Saved entries:

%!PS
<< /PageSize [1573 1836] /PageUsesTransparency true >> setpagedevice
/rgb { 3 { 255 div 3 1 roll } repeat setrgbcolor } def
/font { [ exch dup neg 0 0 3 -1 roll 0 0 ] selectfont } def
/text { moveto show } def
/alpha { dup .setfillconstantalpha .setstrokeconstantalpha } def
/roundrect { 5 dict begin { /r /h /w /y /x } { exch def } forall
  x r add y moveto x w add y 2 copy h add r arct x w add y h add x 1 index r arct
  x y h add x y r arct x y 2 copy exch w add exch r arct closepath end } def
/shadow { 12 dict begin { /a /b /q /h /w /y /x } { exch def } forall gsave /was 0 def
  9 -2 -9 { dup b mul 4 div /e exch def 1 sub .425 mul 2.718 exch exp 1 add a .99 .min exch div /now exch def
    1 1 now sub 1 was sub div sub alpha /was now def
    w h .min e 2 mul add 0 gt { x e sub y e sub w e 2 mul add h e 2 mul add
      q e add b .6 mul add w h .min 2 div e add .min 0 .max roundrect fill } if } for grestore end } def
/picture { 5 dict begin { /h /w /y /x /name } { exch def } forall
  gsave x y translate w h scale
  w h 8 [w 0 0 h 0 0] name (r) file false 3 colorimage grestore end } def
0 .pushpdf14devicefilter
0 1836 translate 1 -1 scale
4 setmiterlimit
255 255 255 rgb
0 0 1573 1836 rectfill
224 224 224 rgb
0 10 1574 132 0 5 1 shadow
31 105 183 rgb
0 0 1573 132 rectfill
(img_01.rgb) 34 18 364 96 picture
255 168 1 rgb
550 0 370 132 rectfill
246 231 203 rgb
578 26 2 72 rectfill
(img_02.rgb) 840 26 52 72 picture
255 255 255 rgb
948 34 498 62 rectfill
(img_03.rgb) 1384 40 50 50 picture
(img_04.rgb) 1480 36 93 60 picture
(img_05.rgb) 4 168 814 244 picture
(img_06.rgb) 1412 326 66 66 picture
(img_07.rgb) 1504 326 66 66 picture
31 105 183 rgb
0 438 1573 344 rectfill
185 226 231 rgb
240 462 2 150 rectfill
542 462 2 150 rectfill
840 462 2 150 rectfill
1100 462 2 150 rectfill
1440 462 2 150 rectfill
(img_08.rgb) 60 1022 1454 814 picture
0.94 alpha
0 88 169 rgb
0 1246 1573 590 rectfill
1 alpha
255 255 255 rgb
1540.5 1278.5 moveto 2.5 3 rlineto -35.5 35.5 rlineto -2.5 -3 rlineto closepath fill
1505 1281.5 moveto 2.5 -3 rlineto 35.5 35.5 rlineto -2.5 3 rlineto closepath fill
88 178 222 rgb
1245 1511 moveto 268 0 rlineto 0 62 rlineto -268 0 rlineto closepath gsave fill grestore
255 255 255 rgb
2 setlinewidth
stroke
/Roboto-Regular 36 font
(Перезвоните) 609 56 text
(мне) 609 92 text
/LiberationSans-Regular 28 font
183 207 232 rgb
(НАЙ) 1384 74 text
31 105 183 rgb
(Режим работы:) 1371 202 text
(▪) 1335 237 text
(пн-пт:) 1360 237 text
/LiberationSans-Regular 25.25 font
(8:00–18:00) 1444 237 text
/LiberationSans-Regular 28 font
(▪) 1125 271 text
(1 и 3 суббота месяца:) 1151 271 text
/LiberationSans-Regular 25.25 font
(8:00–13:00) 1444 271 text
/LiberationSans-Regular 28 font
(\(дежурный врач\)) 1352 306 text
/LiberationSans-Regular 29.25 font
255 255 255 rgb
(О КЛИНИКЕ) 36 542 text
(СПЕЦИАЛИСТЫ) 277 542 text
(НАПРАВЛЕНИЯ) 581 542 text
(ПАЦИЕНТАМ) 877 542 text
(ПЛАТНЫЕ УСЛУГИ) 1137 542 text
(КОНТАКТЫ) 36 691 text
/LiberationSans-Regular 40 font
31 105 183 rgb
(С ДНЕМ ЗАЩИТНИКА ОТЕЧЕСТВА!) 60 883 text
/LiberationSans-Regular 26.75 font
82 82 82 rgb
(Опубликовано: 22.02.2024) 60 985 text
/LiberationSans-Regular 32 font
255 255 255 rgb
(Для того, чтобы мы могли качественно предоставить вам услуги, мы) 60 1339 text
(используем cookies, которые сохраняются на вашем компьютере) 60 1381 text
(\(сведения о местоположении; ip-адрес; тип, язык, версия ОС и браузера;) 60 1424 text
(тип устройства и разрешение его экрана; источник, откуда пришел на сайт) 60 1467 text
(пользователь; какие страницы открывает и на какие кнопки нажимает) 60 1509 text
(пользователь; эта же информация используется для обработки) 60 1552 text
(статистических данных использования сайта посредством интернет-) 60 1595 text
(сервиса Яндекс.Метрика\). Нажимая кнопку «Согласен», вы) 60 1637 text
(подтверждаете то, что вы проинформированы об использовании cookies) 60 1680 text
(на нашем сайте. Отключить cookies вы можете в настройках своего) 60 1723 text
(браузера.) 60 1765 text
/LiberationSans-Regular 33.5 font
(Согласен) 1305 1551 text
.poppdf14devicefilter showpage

▶ **Problem to work on**
In the entries above, find the line with "div /now exch def" and the line with "0 1836 translate 1 -1 scale", then set down exactly those two and every line between them, nothing else.

▶ **Expected output**
  9 -2 -9 { dup b mul 4 div /e exch def 1 sub .425 mul 2.718 exch exp 1 add a .99 .min exch div /now exch def
    1 1 now sub 1 was sub div sub alpha /was now def
    w h .min e 2 mul add 0 gt { x e sub y e sub w e 2 mul add h e 2 mul add
      q e add b .6 mul add w h .min 2 div e add .min 0 .max roundrect fill } if } for grestore end } def
/picture { 5 dict begin { /h /w /y /x /name } { exch def } forall
  gsave x y translate w h scale
  w h 8 [w 0 0 h 0 0] name (r) file false 3 colorimage grestore end } def
0 .pushpdf14devicefilter
0 1836 translate 1 -1 scale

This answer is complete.